### What this task involves:
Copy out all of the lines below exactly; the pictures do not belong in the copy.

### Supplied information:

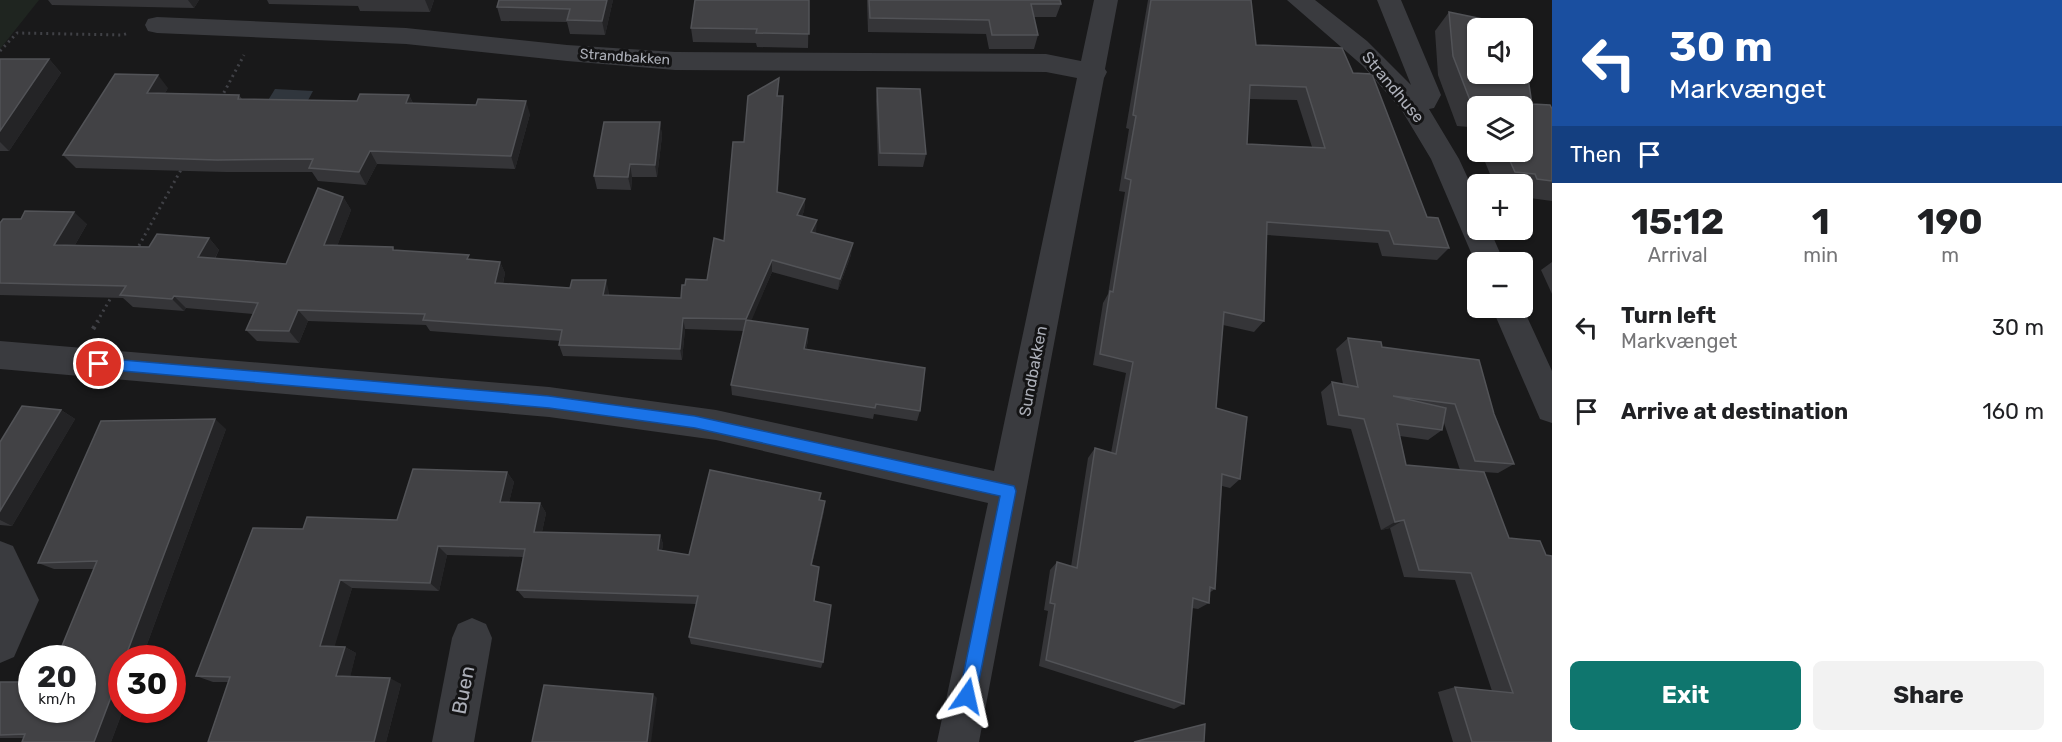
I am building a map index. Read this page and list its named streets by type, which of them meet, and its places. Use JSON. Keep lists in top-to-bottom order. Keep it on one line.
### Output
{"streets":{"street":["Strandbakken","Strandhuse","Sundbakken","Buen"]},"crossings":[["Strandbakken","Sundbakken"]],"page":{"turn":["30 m","Markvænget"],"map_buttons":["+","−"],"then":"Then","eta":["15:12","Arrival","1","min","190","m"],"list":[{"name":"Turn left","note":"Markvænget","value":"30 m"},{"name":"Arrive at destination","value":"160 m"}],"speed":"20 km/h","limit":"30","buttons":["Exit","Share"]}}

### Answer section:
I am building a map index. Read this page and list its named streets by type, which of them meet, and its places. Use JSON. Keep lists in top-to-bottom order. Keep it on one line.
### Output
{"streets":{"street":["Strandbakken","Strandhuse","Sundbakken","Buen"]},"crossings":[["Strandbakken","Sundbakken"]],"page":{"turn":["30 m","Markvænget"],"map_buttons":["+","−"],"then":"Then","eta":["15:12","Arrival","1","min","190","m"],"list":[{"name":"Turn left","note":"Markvænget","value":"30 m"},{"name":"Arrive at destination","value":"160 m"}],"speed":"20 km/h","limit":"30","buttons":["Exit","Share"]}}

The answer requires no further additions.